Earlier puberty associated with increased risk of depression in girls

1. In girls, earlier onset of breast development was associated with a higher risk of depression.

2. In boys, earlier onset of genitalia development was not found to be significantly associated with the presence of depression.

Evidence Rating Level: 1 (Excellent)

Study Rundown: The age of onset of puberty has been on a rapid decline globally. While adolescence is known to be a period of psychiatric turmoil, earlier onset is thought to place younger children at increased risk for adjustment difficulties. This prospective cohort study sought to address whether there were any associations between the age of the onset of puberty and self-reported presence of depression in males and females from a non-Western population. Results showed that the onset of breast/genitalia development associated with depression differed between males and females. Earlier onset of breast development was associated with a higher risk of depression in females, whereas, an earlier onset of genitalia development was unrelated to the presence of depression in males. In both genders, an earlier onset of pubic hair development was not found to be significantly associated with the presence of depression. This study was limited by an incomplete data set for the onset of puberty, the possibility to misclassify breast development, and variance in interrater reliability given that different physicians assessed pubertal development. Given that this study was performed in a Chinese population, one could also call to question the generalizability of this study. Additional studies will be needed to further characterize this earlier onset depression in order to aid in prevention.

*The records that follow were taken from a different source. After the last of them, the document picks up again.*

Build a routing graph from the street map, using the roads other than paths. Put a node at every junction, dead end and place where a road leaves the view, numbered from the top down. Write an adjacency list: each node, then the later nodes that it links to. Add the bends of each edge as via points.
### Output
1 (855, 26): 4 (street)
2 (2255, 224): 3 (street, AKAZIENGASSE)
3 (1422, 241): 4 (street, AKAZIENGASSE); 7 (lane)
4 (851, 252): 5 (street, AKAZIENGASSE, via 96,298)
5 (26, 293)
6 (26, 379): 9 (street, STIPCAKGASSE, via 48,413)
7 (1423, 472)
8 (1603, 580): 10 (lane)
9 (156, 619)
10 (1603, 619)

Click to read the study, published today in Pediatrics

Relevant Reading: The emerging sex difference in adolescent depression: interacting contributions of puberty and peer stress

In-Depth [prospective cohort]: In this study, 8327 children were followed as part of Hong Kong’s Children of 1997 birth cohort. This cohort was originally established to investigate the association of secondhand smoke exposure with infant health. Recruitment occurred at birth in 49 of the maternal and child health centers in Hong Kong. Several years later, the same members of the cohort were recruited to participate in a follow up assessment of depressive symptoms using the Patient Health Questionnaire-9 (PHQ-9) for patients between 12 and 15 years of age. Pubertal status was visually assessed by physicians at the Student Health Services according to Marshall and Tanner stages. PHQ-9 scores ranged from 0 to 27; the mean PHQ-9 score was 3.1 ± 3.5 and was higher in girls (3.4 ± 3.5) than in boys (2.9 ± 3.4). Results of this study demonstrated that earlier age of onset of breast development in girls was associated with a higher risk of depression (OR 0.83, 95% CI [0.79-1.14]). In boys, the age of onset of genitalia development was not significantly associated with to depression. In addition, the association of the age of onset of pubic hair development did not differ from gender to gender, and was not related to the presence of depression.